Continuing in this tradition of foreign interventions, Thomas Götz, a German scholar situated in Regensburg, brings considerable erudition and methodological sophistication to his exhaustive study of the Vormärz roots and Gründerzeit triumphs of the liberal movement in the Tyrol. Austrian scholarly neglect of liberalism --one might almost call it recalcitrance in the face of resurgent liberalism studies since the 1980s -- has freed writers like Götz to some extent from having to engage with a significant Austrian historiography. Instead, Götz brings to this project a commanding knowledge of liberalism studies drawn from the histories of other nineteenth-century European states, particularly in Central Europe.

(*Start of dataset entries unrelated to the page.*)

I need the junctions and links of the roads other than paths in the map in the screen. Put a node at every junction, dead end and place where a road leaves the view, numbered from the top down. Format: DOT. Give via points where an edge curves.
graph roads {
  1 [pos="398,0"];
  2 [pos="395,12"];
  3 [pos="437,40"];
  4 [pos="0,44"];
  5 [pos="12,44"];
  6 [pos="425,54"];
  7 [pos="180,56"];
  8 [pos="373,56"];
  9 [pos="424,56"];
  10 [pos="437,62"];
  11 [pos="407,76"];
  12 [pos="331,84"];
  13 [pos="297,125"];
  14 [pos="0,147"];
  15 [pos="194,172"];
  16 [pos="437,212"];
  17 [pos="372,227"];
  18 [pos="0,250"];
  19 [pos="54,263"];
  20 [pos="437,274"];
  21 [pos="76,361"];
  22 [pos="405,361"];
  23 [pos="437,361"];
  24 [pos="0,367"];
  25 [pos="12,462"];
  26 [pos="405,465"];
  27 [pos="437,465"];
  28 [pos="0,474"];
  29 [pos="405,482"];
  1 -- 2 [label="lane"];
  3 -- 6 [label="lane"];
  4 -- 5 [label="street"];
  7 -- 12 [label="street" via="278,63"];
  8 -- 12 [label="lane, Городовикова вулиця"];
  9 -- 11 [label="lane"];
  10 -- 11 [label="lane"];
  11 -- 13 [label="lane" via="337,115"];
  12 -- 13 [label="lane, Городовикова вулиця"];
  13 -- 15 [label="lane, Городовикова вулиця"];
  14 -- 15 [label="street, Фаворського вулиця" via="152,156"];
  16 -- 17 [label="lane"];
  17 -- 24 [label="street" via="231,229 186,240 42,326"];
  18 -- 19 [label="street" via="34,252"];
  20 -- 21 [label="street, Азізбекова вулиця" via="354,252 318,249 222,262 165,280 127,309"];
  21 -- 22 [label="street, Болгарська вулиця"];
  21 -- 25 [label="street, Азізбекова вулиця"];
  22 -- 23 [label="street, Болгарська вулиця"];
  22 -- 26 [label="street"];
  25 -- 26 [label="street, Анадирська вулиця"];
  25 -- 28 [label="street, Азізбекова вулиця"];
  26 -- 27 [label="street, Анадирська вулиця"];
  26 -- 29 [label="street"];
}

This is not a bad thing. The lack of a tradition of Austrian liberalism studies enables Götz to examine his Tyrolean subjects in a context that crosses present-day national borders and their historiographies. He is, at least, not handicapped by national tradition. In fact the question of what meanings to give to both the terms "nation" and "region" is the subject of considerable debate and political cleavage among his nineteenth-century subjects. In the particular case of the Tyrol, Goetz's work achieves even greater distinction than most in that it examines and compares the separate and occasionally intertwined phenomena of liberalism in both the Italian- and German-speaking regions. Not only is there far too little writing about liberalism in this part of the world to begin with, but there is no serious unified historiography that treats these two regions of the Tyrol comparatively. If this book helps to re-shape scholars' understanding of provincial liberalism in the Monarchy, it positively demands a sensible revision of the political historiography of nineteenth-century Tyrol.
The other subject of this book, the Bürgertum, can claim more historiographic interest in Austrian academic circles. Excellent local and regional studies of Bürger class formation, cultural values and social networks in several Austro-Hungarian cities and towns have significantly enriched our understanding of the social history of the Monarchy in the past twenty years. Still, Austrian scholars' unwillingness to link the rise of this new and self-conscious social milieu to a particular and important new brand of politics -- liberalism -- that existed at a national level as well as at a local or regional one is astonishing.
Götz himself focuses on the idea of the "long shadow of the state" (a phrase most famously invoked by Ernst Hanisch ) to explain why scholars find Bürger politics problematic. Viewing Austrian Bürger politics as perennially subservient to the interests of a powerful state and its far-reaching bureaucracy, many scholars assume that the Bürgertum never fully emancipated itself and failed to create a fully independent politics. Götz not only abandons this tired Sonderweg thesis for a refreshingly different story; he also makes the very emancipation of the Bürgertum from the State at mid century into a central part of his argument. When Goetz invokes the long shadow of the state, it is to narrate the complex ways in which the Bürgertum managed to free itself from a relationship of dependence and to forge an integrated movement independent of its sometime ally, the state bureaucracy.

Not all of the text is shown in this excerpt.